The Parent Trap
The message board title plaintively screamed to be clicked: “I’m breaking up with my boyfriend and I don’t know what to do!” It was in the “pets” section, which I found rather perplexing. After clicking on the link, she went on to explain that although she could care less about the demise of her relationship, she was having major misgivings about losing the companionship of her ex’s labrador, Moe.
It comes up more often than one might think. There was a divorce case here in San Diego that lives on in legend and lore after the well to do couple spent tens of thousands of dollars fighting over custody of the pointer they adopted from the shelter two years prior to their divorce. Only after enlisting the services of a veterinary behaviorist to assess the dog’s quality of life with the two owners was the judge able to come to a conclusion as to who would provide the better home.
While the vision of two people (well, two lawyers) duking it out over a dog seems more Disney matinee than real life, losing a pet along with a relationship can be a real cause of distress for people. Supposedly, some rescues won’t even adopt a pet to a couple without a separation custody agreement in place. Can we call that a pre-pup? Please?
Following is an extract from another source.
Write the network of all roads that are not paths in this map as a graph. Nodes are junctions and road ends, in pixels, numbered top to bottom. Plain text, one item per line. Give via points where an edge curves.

I admit I haven’t given the idea a whole lot of thought, personally. It’s blazingly apparent who would inherit the whole hairy shebang in my case, were my marriage to implode. Though it does beg the question of whether I would qualify for petimony. I hope so. Kongs are expensive.
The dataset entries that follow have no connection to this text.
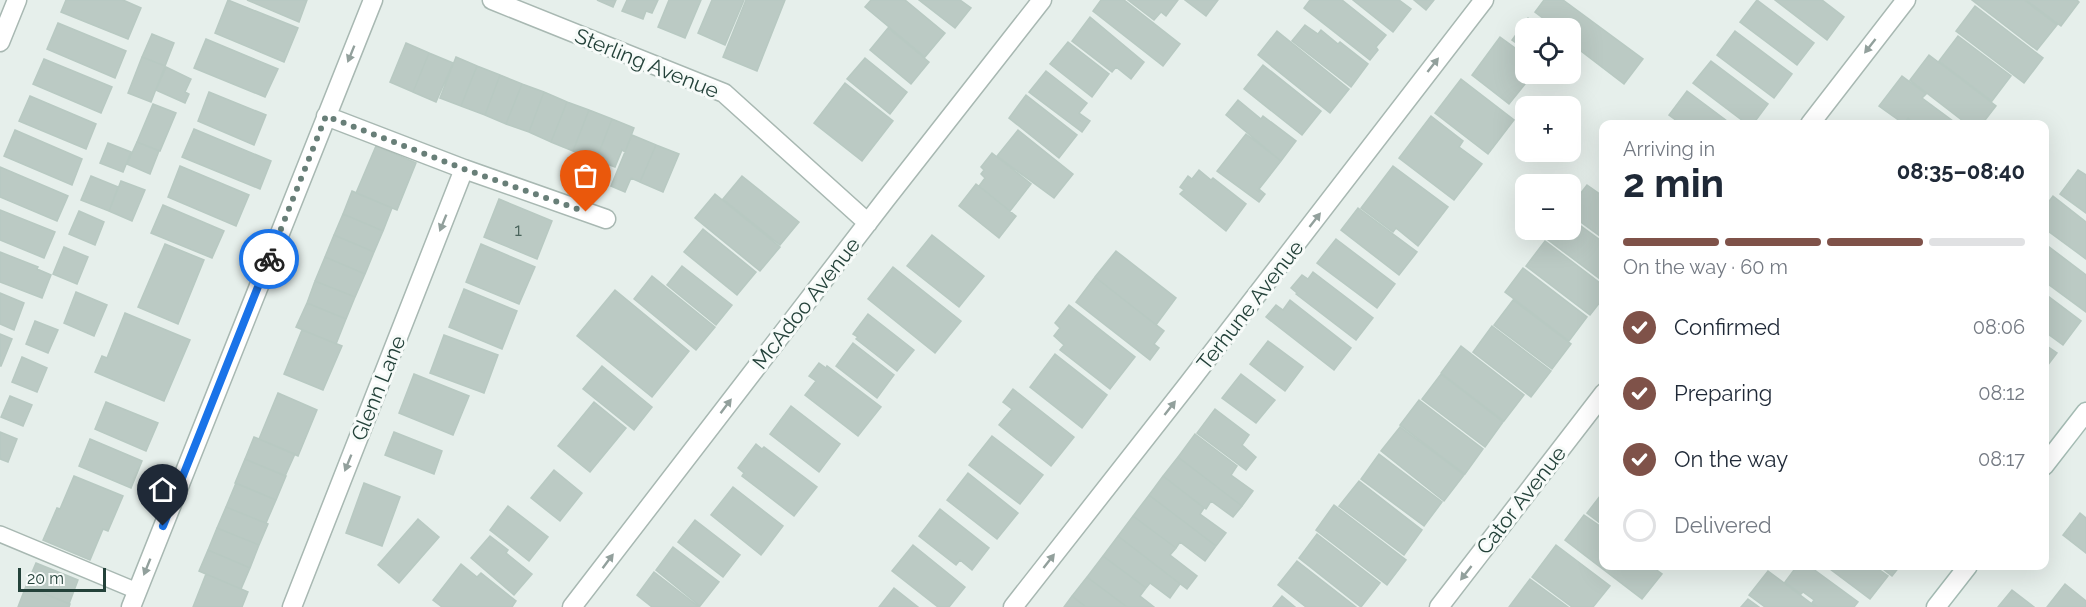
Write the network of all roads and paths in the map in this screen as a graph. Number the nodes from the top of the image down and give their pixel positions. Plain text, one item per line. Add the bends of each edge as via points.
1 (17, 0) edge
2 (373, 0) edge
3 (492, 0) edge
4 (1042, 0) edge
5 (1484, 0) edge
6 (1905, 0) edge
7 (0, 42) edge
8 (326, 116) junction
9 (1813, 120) edge
10 (464, 169) junction
11 (606, 219) dead end
12 (868, 223) junction
13 (1599, 399) edge
14 (2086, 412) edge
15 (2049, 460) edge
16 (0, 534) edge
17 (1965, 570) edge
18 (134, 599) edge
19 (291, 607) edge
20 (572, 607) edge
21 (1013, 607) edge
22 (1439, 607) edge
23 (1936, 607) edge

1 - 7 street
2 -> 8 street
3 - 12 street, Sterling Avenue via 724,93
4 - 12 street, McAdoo Avenue
21 -> 5 street, Terhune Avenue
6 -> 9 street
8 - 10 street
8 -> 18 street
10 - 11 street
10 -> 19 street, Glenn Lane
20 -> 12 street, McAdoo Avenue
13 -> 22 street, Cator Avenue
14 - 15 street
16 - 18 lane
17 - 23 street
I have seen this be an issue in cases where two roommates who are not romantically involved adopt a pet together, then decide to move on. In those cases, determining ownership often comes down to the typical paper trail that defines “ownership”:
- The person who obtained the pet, as shown on adoption/purchase records
- The person who licensed the dog
- The person who registered the microchip
- The person who paid the vet bills
When I was in vet school, my freshman year roommate and I adopted two cats. Within a month it was apparent they loved her and could care less about me. They tolerated me, but they slept on her face. Needless to say, she took them with her when we moved on and we were all fine with that.
It’s not an issue I find myself too concerned about. I’m actually just happy that people care enough to fight over who gets to live with their pet. My vet school classmate Candy was bound and determined to see her spay surgery class dog (who came from the local shelter) in a good home. After vetting multiple potential families, she placed this dog in the care of a energetic young couple who promised the dog a life of hiking and love.
Four months later, Candy got a call from the shelter wondering if she wanted her dog back. (Before adopting the dog out, she had microchipped the dog in her name.) Apparently this couple broke up, couldn’t handle that the dog was a reminder of the failed relationship, and dumped her at the shelter without even having the class to let Candy know they weren’t keeping her. She was adopted again, this time to her forever home.
With that in the back of my mind, I can’t get too upset over custody battles. It’s better than the alternative.
What say you? If you have a significant other, do you think custody would ever be a issue if you broke up?